##### Data records #####
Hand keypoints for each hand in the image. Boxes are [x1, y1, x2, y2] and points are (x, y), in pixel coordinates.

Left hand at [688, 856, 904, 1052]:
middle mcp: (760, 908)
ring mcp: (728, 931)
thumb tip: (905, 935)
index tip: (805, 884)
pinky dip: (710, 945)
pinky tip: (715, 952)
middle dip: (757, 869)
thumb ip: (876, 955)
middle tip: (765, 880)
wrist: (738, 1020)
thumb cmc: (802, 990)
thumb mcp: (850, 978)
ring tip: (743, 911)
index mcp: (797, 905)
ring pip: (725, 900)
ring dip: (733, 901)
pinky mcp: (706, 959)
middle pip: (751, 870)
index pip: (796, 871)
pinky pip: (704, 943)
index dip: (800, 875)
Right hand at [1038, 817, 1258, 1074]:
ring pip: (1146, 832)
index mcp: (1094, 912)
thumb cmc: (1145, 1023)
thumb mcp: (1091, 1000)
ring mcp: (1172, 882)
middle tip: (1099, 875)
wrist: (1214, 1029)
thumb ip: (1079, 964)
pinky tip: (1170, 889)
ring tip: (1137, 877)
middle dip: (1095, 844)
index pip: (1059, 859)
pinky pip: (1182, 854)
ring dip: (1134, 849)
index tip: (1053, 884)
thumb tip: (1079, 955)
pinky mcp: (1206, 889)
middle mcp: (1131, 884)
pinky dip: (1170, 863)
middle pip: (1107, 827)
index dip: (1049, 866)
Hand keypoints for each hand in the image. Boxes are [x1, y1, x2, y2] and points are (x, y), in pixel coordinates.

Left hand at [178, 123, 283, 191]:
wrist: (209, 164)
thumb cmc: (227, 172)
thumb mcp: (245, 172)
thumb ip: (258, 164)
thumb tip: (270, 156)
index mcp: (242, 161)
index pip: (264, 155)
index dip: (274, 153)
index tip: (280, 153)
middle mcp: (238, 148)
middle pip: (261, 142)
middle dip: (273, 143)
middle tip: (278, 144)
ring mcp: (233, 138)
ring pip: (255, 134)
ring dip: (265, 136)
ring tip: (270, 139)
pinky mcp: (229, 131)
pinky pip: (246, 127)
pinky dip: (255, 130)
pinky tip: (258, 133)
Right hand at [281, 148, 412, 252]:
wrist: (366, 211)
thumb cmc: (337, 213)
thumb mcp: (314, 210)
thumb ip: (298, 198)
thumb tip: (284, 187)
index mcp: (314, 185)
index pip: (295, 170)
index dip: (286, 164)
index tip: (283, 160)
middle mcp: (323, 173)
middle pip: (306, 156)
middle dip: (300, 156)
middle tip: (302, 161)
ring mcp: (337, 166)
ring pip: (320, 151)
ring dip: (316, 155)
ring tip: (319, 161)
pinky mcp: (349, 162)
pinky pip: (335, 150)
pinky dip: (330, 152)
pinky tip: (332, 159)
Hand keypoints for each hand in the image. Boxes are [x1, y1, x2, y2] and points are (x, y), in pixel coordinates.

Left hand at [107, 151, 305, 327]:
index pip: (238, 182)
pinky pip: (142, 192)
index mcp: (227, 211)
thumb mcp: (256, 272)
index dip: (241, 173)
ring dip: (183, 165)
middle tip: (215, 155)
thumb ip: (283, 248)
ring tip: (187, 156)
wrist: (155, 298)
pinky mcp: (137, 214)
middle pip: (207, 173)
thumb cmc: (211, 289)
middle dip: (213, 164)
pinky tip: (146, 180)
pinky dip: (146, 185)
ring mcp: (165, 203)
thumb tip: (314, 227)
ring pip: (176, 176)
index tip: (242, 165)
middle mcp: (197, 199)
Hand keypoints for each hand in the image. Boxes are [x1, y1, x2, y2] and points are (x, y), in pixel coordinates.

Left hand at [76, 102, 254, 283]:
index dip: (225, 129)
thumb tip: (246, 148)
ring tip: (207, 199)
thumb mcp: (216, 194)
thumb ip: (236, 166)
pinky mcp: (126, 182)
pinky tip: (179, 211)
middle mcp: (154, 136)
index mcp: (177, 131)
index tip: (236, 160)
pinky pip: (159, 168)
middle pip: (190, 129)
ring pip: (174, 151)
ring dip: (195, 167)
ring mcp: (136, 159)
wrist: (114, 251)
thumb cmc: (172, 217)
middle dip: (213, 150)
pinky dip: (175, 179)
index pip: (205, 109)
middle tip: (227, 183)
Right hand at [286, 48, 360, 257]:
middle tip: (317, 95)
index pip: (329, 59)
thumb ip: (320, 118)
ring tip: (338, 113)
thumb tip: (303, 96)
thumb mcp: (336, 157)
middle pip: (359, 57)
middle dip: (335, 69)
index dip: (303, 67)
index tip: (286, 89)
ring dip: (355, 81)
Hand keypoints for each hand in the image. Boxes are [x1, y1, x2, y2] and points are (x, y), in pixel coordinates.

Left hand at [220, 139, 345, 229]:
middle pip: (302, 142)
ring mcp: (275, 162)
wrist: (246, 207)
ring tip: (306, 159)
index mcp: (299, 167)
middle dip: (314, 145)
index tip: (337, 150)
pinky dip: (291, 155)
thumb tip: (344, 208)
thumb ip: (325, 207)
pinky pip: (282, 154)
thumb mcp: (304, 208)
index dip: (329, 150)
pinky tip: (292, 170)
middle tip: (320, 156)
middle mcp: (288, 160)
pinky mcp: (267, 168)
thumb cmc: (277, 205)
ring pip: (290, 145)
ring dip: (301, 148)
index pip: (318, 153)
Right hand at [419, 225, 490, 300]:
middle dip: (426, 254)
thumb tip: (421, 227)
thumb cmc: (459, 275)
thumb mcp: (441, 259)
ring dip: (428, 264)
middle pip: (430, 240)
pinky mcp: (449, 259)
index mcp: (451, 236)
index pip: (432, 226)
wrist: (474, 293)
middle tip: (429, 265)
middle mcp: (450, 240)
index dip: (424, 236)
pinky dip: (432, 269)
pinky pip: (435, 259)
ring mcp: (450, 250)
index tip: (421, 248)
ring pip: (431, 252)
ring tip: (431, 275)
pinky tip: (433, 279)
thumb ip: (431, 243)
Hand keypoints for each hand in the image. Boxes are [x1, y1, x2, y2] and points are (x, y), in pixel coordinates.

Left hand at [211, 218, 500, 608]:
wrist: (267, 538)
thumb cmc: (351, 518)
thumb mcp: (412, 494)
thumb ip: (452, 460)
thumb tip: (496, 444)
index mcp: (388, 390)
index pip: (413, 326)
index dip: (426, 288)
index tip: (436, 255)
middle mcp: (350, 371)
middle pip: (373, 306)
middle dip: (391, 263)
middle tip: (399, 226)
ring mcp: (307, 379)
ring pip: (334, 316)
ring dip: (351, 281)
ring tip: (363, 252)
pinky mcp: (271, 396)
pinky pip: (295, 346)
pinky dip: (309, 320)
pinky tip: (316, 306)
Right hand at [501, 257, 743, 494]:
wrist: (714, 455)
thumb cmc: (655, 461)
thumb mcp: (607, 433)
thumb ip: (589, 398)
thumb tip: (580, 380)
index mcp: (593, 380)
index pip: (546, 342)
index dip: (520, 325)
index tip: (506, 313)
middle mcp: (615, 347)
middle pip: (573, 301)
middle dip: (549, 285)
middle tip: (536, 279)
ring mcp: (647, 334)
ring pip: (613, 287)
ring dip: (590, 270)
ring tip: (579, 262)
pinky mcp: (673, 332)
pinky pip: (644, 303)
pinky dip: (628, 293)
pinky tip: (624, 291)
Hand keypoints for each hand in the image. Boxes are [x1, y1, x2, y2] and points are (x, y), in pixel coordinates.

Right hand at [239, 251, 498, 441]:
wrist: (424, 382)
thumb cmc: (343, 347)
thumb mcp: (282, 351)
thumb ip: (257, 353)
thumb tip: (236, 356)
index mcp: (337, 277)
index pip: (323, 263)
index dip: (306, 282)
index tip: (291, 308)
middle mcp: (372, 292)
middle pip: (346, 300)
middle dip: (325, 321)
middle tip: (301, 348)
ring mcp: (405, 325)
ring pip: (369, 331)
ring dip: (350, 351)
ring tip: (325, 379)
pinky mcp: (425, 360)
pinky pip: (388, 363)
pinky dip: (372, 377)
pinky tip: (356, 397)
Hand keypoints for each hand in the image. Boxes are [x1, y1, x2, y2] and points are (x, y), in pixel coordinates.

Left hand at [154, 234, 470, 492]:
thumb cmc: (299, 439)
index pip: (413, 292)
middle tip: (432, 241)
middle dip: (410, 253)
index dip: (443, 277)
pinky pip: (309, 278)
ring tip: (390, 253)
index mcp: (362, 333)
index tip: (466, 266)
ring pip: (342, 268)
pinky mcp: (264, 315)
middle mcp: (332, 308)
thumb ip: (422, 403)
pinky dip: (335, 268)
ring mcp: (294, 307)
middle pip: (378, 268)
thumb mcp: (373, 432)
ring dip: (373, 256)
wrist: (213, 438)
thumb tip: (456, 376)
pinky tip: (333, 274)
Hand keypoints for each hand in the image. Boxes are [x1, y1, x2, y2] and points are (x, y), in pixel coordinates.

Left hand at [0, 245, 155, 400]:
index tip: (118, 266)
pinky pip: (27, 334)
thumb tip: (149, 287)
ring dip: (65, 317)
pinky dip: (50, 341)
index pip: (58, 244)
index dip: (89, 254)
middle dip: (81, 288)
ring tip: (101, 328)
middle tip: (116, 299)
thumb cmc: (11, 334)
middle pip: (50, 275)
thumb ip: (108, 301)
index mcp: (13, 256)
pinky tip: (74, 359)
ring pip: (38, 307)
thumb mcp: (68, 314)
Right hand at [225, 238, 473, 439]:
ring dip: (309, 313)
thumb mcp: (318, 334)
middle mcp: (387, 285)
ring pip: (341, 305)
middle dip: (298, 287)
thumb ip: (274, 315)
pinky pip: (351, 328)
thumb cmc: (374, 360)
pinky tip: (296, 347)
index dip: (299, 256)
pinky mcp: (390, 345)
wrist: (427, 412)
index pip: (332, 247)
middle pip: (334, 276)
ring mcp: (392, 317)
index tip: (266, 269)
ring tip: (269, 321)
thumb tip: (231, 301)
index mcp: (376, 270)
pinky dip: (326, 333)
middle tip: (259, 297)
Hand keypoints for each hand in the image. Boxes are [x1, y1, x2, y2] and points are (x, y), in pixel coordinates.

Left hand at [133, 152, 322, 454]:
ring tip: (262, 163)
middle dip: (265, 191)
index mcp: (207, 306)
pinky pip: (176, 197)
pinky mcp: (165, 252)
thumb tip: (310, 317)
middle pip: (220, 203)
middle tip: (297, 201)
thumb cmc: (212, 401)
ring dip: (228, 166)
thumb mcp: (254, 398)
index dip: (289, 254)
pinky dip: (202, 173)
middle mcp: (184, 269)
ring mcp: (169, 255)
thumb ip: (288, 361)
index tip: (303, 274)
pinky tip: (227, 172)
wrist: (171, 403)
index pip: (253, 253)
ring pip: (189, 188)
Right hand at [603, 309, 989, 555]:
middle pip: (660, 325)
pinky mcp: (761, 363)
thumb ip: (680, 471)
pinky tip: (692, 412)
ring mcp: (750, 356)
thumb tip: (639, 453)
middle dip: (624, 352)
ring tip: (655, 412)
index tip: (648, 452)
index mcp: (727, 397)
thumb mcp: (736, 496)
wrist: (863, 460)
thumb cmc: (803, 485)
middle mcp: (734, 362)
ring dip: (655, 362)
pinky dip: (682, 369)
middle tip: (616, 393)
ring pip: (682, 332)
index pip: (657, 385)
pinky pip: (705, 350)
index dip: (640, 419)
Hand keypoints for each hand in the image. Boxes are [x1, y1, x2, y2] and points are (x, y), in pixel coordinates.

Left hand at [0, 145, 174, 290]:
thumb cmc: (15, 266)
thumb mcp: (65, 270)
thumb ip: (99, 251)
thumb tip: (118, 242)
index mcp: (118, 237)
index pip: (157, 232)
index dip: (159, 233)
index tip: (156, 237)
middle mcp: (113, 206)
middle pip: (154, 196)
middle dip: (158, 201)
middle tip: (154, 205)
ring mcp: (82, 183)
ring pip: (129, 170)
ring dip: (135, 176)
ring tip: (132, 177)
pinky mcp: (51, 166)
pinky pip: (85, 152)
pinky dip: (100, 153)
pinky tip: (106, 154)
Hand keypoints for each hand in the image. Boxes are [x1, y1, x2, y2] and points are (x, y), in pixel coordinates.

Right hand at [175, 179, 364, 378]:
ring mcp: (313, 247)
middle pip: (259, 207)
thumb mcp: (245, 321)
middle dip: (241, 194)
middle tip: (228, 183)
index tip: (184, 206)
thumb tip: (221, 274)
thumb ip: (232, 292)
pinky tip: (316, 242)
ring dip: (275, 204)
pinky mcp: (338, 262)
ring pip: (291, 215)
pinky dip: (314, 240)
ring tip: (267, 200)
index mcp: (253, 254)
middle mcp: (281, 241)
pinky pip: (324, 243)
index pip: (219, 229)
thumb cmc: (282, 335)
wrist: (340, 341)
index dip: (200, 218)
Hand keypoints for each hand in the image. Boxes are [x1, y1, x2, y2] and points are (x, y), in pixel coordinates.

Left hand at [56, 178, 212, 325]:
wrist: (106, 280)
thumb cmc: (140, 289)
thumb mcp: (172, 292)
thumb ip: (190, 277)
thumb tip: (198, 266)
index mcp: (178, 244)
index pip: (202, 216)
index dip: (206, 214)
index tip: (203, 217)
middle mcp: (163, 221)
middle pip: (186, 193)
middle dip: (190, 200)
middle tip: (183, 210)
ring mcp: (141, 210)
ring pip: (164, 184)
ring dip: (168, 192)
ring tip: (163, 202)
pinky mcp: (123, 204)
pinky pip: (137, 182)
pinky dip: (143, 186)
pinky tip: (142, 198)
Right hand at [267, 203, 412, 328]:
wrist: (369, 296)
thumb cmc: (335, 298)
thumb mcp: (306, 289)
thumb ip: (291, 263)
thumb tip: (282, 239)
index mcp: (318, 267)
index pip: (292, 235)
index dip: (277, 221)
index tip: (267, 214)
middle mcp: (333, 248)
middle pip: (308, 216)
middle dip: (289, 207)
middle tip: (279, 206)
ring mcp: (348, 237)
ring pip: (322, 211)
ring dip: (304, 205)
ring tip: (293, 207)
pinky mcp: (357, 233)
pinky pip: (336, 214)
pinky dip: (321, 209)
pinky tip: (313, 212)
#####
**Exercise aim**
Above are the records. Copy the lines beginning at the one that has "ring tip: (655, 412)" and ending with the one that has "index dip: (200, 218)", unchanged.

**Written response**
ring tip: (655, 412)
index tip: (648, 452)
index mcp: (727, 397)
thumb mcp: (736, 496)
wrist: (863, 460)
thumb cmc: (803, 485)
middle mcp: (734, 362)
ring dip: (655, 362)
pinky dip: (682, 369)
middle tip: (616, 393)
ring pip: (682, 332)
index pip: (657, 385)
pinky pip: (705, 350)
index dip: (640, 419)
Hand keypoints for each hand in the image. Boxes are [x1, y1, x2, y2] and points are (x, y), in pixel coordinates.

Left hand at [0, 145, 174, 290]:
thumb cmc: (15, 266)
thumb mcp: (65, 270)
thumb ip: (99, 251)
thumb tip: (118, 242)
index mcp: (118, 237)
index pip: (157, 232)
index dip: (159, 233)
index tip: (156, 237)
middle mcp: (113, 206)
middle pip: (154, 196)
middle dip: (158, 201)
middle tip: (154, 205)
ring mcp: (82, 183)
ring pip: (129, 170)
ring dip: (135, 176)
ring tip: (132, 177)
pinky mcp: (51, 166)
pinky pip: (85, 152)
pinky dip: (100, 153)
pinky tip: (106, 154)
Hand keypoints for each hand in the image. Boxes are [x1, y1, x2, y2] and points are (x, y), in pixel coordinates.

Right hand at [175, 179, 364, 378]:
ring mcp: (313, 247)
middle pip: (259, 207)
thumb mcp: (245, 321)
middle dip: (241, 194)
middle tip: (228, 183)
index tip: (184, 206)
thumb tip: (221, 274)
thumb ip: (232, 292)
pinky tip: (316, 242)
ring dip: (275, 204)
pinky mcp: (338, 262)
ring pip: (291, 215)
pinky dip: (314, 240)
ring tip: (267, 200)
index mcp: (253, 254)
middle mcp: (281, 241)
pinky pip: (324, 243)
index pip: (219, 229)
thumb cmc: (282, 335)
wrist: (340, 341)
index dip: (200, 218)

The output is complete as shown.